Named joint coordinates
--- START ---

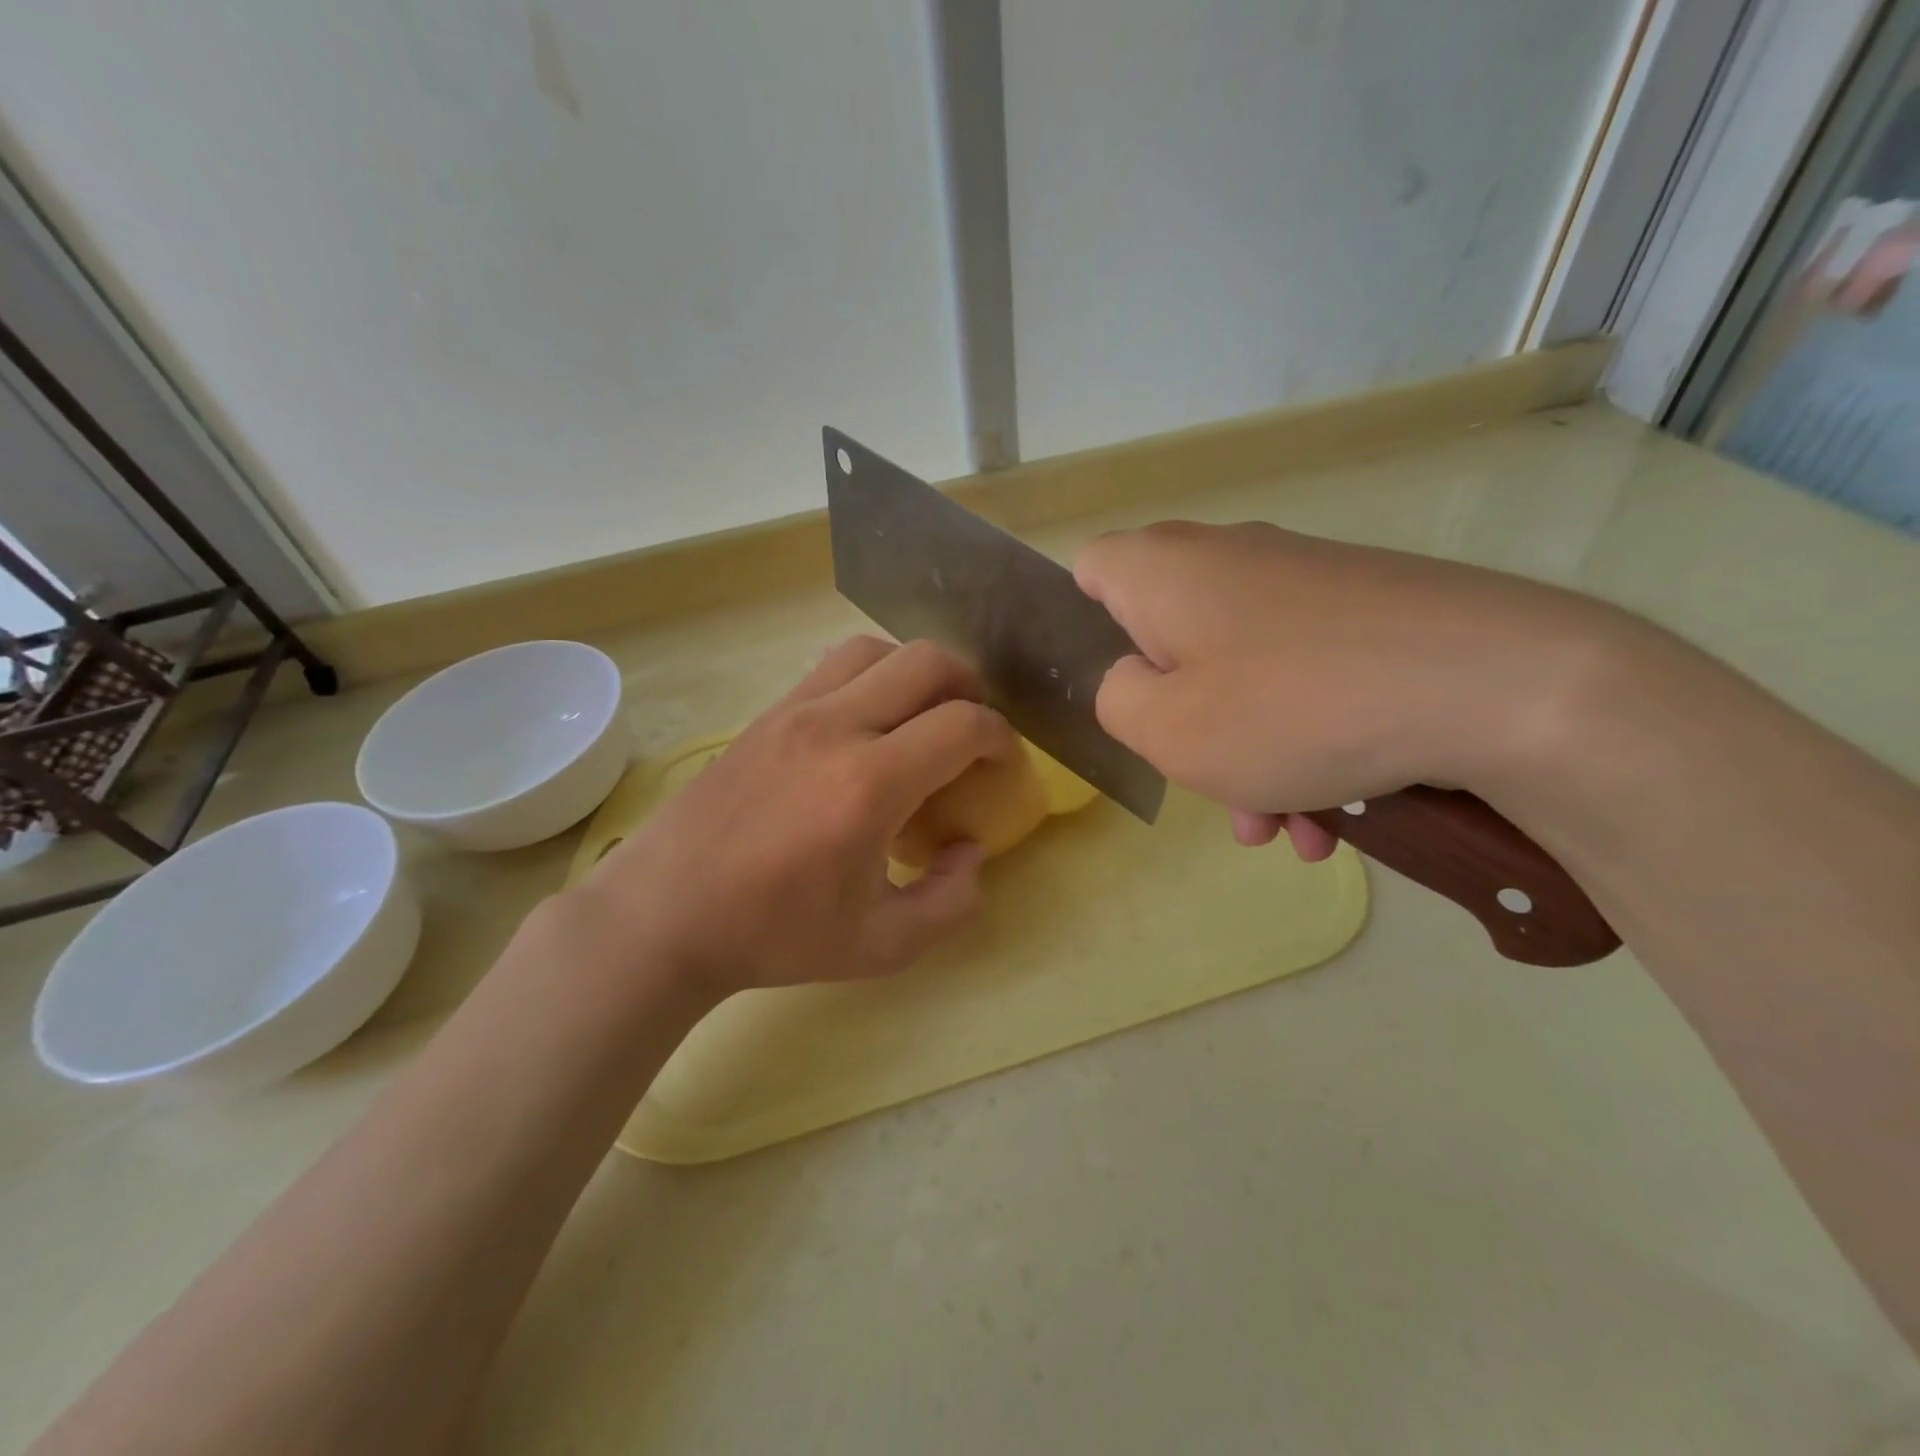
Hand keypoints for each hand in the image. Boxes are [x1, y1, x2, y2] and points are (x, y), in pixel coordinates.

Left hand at [572, 636, 1016, 995]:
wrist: (665, 914)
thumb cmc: (774, 935)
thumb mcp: (880, 946)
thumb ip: (949, 902)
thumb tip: (971, 850)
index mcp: (868, 785)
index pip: (962, 725)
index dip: (1002, 738)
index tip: (1004, 764)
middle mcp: (835, 729)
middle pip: (926, 662)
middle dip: (969, 688)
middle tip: (972, 730)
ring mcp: (794, 711)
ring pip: (875, 649)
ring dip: (915, 672)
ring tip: (922, 716)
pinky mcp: (766, 714)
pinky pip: (832, 667)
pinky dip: (870, 677)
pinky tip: (867, 725)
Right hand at [1073, 521, 1620, 857]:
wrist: (1497, 685)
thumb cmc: (1291, 707)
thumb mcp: (1166, 729)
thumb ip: (1114, 700)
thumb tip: (1133, 679)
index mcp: (1163, 570)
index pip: (1088, 572)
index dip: (1083, 631)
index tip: (1115, 694)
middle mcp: (1227, 558)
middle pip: (1168, 640)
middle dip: (1179, 722)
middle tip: (1206, 786)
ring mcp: (1302, 581)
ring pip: (1240, 672)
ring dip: (1247, 754)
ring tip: (1284, 829)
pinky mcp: (1365, 609)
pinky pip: (1302, 677)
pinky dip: (1302, 740)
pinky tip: (1333, 814)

--- END ---

Task item:
A faithful copy of every record is needed here. Leave the images out of it.

Reply:
Hand keypoints for each hand in the image. Boxes are [x1, y1, x2, y2] and points are (x, y), in pixel coordinates.

Left hand at [572, 636, 1016, 995]:
wrist: (665, 914)
thumb cmc: (774, 935)
thumb mcp: (880, 946)
thumb ip: (949, 902)
thumb tip: (971, 850)
index mcp: (868, 785)
index pip: (962, 725)
index dip: (1002, 738)
index tip: (1004, 764)
middle mcp: (835, 729)
middle pip: (926, 662)
middle dip: (969, 688)
middle tip: (972, 730)
ring mcp: (794, 711)
ring pip: (875, 649)
ring dip: (915, 672)
ring tip: (922, 716)
pinky mcp: (766, 714)
pinky pip: (832, 667)
pinky dip: (870, 677)
pinky tip: (867, 725)
Right hand at [1073, 521, 1620, 857]:
wrist: (1497, 685)
thumb cmc: (1291, 707)
thumb mcp: (1166, 729)
thumb ip: (1114, 700)
thumb tip: (1133, 679)
index mcp: (1163, 570)
index pip: (1088, 572)
index dip: (1083, 631)
index tip: (1115, 694)
middle mcp: (1227, 558)
middle pip: (1168, 640)
middle dip: (1179, 722)
middle tip: (1206, 786)
ring mcp: (1302, 581)
ring pip: (1240, 672)
ring dip: (1247, 754)
ring tip: (1284, 829)
pinky mcp: (1365, 609)
pinky pip: (1302, 677)
pinky dip: (1302, 740)
pinky tip: (1333, 814)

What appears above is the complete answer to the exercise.